INSTRUCTIONS FOR THE TASK = Lift every line from the entries that includes the word "Left".

Segment Open

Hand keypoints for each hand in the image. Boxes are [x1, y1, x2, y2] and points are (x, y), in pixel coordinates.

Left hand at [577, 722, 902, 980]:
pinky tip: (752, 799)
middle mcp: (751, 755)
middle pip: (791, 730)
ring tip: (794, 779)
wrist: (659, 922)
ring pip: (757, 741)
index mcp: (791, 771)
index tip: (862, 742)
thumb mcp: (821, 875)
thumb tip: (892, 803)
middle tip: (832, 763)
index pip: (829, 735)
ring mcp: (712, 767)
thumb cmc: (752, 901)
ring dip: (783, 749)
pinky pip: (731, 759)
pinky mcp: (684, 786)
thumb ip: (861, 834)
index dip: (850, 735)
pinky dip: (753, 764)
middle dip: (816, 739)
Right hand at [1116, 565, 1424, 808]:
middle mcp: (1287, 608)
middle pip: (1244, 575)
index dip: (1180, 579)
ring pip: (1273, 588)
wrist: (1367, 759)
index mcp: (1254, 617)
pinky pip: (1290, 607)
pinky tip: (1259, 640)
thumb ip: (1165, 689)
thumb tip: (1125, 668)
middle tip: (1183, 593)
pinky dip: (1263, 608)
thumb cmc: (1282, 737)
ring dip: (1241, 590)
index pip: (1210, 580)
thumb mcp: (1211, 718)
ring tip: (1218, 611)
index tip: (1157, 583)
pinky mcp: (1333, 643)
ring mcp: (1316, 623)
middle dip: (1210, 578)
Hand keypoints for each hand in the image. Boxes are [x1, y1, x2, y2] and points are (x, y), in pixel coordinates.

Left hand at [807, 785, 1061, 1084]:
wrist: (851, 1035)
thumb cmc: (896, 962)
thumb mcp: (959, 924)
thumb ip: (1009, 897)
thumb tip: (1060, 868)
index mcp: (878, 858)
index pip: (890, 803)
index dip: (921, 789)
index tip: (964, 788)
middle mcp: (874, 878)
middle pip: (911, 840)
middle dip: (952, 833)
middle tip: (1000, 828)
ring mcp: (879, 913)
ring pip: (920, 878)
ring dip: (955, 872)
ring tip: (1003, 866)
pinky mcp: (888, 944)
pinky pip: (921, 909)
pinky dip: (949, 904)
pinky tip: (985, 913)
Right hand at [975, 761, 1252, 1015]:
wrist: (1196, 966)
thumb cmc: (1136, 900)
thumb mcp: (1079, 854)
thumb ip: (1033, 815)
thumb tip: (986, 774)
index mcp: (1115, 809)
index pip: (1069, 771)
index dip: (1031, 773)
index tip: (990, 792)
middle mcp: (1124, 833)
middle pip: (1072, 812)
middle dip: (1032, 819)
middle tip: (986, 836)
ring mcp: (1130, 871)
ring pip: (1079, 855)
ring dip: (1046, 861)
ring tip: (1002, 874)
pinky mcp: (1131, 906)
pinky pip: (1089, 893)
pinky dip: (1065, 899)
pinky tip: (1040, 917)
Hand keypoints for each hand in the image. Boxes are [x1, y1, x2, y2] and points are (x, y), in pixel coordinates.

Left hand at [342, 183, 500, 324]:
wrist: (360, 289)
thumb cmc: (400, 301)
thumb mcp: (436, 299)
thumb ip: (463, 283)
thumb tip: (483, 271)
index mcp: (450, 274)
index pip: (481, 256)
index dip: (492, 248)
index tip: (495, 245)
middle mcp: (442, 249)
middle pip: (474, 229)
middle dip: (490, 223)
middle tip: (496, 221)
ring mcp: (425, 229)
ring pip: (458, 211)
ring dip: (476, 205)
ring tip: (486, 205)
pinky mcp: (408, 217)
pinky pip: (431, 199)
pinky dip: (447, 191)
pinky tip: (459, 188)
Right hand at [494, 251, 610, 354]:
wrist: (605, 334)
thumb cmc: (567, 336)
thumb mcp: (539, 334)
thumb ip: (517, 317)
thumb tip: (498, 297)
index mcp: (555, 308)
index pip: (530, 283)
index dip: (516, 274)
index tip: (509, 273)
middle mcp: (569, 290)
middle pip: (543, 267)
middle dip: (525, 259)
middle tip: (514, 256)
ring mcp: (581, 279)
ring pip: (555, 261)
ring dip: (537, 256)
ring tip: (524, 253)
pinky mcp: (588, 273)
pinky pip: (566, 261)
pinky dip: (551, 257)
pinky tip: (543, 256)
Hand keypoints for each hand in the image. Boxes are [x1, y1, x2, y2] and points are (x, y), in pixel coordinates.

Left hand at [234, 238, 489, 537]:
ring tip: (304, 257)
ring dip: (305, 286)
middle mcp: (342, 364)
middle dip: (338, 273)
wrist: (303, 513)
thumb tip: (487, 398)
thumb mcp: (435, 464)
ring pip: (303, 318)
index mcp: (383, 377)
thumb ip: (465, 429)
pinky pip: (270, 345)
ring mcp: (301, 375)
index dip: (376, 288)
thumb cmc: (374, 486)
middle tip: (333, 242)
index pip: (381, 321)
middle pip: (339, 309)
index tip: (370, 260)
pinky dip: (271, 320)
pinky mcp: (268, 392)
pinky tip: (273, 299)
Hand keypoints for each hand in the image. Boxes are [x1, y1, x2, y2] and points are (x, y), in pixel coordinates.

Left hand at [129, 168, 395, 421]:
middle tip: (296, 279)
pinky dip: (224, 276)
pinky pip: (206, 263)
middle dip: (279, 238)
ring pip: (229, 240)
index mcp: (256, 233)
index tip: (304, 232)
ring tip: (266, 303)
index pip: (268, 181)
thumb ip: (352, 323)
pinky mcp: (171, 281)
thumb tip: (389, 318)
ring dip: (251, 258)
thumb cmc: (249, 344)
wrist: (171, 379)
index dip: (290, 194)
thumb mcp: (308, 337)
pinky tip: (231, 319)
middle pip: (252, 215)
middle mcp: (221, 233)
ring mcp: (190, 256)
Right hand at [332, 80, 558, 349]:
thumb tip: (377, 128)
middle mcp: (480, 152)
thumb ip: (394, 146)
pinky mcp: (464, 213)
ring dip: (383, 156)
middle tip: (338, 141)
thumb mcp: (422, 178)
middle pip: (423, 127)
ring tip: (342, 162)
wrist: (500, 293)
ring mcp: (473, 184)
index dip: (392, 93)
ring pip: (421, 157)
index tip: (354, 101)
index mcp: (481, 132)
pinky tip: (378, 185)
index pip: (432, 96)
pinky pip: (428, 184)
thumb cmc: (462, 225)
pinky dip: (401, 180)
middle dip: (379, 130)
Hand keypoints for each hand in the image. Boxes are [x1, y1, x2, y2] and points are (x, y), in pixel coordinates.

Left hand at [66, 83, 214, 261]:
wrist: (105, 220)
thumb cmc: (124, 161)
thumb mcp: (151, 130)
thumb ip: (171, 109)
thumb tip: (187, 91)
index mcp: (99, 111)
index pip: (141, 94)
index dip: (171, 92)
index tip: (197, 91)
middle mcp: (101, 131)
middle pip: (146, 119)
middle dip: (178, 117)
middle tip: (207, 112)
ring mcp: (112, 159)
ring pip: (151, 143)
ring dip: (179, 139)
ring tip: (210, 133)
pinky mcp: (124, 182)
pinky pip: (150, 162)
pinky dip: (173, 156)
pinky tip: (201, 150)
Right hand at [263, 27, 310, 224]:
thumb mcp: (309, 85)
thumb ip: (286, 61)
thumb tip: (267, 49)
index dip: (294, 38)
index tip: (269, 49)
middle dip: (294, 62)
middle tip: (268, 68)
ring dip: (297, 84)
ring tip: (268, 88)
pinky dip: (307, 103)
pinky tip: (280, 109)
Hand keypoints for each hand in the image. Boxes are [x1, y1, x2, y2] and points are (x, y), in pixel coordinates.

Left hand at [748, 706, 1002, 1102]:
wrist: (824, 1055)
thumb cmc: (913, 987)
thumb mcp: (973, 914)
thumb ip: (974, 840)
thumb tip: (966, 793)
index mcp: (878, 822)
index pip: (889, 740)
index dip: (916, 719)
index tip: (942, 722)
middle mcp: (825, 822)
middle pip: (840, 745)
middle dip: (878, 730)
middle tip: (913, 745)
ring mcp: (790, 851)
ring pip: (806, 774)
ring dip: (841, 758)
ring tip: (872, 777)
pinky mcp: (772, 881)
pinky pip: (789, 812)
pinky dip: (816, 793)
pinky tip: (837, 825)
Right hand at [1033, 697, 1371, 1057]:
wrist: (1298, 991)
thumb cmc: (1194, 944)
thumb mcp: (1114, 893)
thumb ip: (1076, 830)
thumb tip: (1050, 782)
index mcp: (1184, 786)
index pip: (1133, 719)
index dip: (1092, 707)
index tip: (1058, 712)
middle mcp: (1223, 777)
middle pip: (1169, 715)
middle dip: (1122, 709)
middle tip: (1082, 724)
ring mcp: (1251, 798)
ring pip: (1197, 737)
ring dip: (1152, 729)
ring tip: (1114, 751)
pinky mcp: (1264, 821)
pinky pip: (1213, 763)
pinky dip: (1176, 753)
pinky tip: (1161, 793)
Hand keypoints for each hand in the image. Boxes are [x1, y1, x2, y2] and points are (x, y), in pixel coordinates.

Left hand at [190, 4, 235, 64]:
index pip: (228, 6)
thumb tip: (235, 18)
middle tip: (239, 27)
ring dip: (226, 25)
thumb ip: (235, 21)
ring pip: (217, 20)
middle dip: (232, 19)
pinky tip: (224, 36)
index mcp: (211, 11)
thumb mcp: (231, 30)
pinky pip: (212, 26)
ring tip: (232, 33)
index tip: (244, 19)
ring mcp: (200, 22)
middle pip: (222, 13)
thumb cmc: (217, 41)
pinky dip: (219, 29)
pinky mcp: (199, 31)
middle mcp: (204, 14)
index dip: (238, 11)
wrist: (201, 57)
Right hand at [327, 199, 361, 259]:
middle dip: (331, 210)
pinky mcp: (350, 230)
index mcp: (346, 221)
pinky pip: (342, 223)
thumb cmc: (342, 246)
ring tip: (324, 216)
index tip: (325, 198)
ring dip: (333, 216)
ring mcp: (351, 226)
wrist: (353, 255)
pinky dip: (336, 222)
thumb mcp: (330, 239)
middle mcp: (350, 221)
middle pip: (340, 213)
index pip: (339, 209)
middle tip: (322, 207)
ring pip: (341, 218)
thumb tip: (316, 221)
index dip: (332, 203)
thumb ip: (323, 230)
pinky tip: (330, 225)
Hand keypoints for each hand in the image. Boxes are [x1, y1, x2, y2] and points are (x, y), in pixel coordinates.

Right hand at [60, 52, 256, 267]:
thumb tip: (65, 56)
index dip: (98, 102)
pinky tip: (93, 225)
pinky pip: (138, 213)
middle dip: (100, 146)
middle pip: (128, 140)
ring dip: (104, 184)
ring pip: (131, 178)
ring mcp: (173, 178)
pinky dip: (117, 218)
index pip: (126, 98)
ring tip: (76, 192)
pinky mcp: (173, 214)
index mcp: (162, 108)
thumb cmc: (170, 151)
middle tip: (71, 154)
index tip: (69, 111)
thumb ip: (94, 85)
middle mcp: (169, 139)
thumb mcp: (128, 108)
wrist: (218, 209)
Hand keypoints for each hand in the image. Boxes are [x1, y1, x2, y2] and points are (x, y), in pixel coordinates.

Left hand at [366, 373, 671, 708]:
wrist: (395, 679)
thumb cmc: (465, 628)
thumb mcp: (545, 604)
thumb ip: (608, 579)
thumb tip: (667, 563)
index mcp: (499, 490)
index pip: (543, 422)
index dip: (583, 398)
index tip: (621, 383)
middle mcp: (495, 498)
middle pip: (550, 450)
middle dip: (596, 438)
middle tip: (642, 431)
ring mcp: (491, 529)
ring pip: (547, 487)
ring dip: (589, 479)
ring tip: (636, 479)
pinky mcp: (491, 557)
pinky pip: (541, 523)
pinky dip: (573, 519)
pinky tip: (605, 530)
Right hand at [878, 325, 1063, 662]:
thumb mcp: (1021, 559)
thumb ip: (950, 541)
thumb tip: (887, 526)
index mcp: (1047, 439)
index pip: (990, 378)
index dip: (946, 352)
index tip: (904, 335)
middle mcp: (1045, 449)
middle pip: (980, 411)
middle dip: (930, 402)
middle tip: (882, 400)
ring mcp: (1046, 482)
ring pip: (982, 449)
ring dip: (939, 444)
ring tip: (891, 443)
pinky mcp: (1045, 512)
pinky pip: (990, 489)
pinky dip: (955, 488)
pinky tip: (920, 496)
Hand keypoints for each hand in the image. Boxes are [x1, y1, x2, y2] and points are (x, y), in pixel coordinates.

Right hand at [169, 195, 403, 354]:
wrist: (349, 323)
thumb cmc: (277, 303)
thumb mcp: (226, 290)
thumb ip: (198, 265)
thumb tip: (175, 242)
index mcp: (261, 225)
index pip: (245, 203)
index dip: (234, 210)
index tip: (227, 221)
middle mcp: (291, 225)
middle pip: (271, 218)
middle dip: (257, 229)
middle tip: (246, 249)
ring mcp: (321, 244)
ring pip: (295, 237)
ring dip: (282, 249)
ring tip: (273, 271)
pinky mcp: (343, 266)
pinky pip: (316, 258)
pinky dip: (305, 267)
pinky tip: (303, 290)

Segment Closed

EXERCISE SOLUTION =
Left hand at [577, 722, 902, 980]:
Left hand at [807, 785, 1061, 1084]:
Left hand at [342, 183, 500, 324]:
Left hand at [234, 238, 489, 537]:
Left hand at [129, 168, 395, 421]:
Left hand at [66, 83, 214, 261]:
Left hand at [748, 706, 1002, 1102]:
Left hand at [190, 4, 235, 64]:
Left hand at [366, 373, 671, 708]:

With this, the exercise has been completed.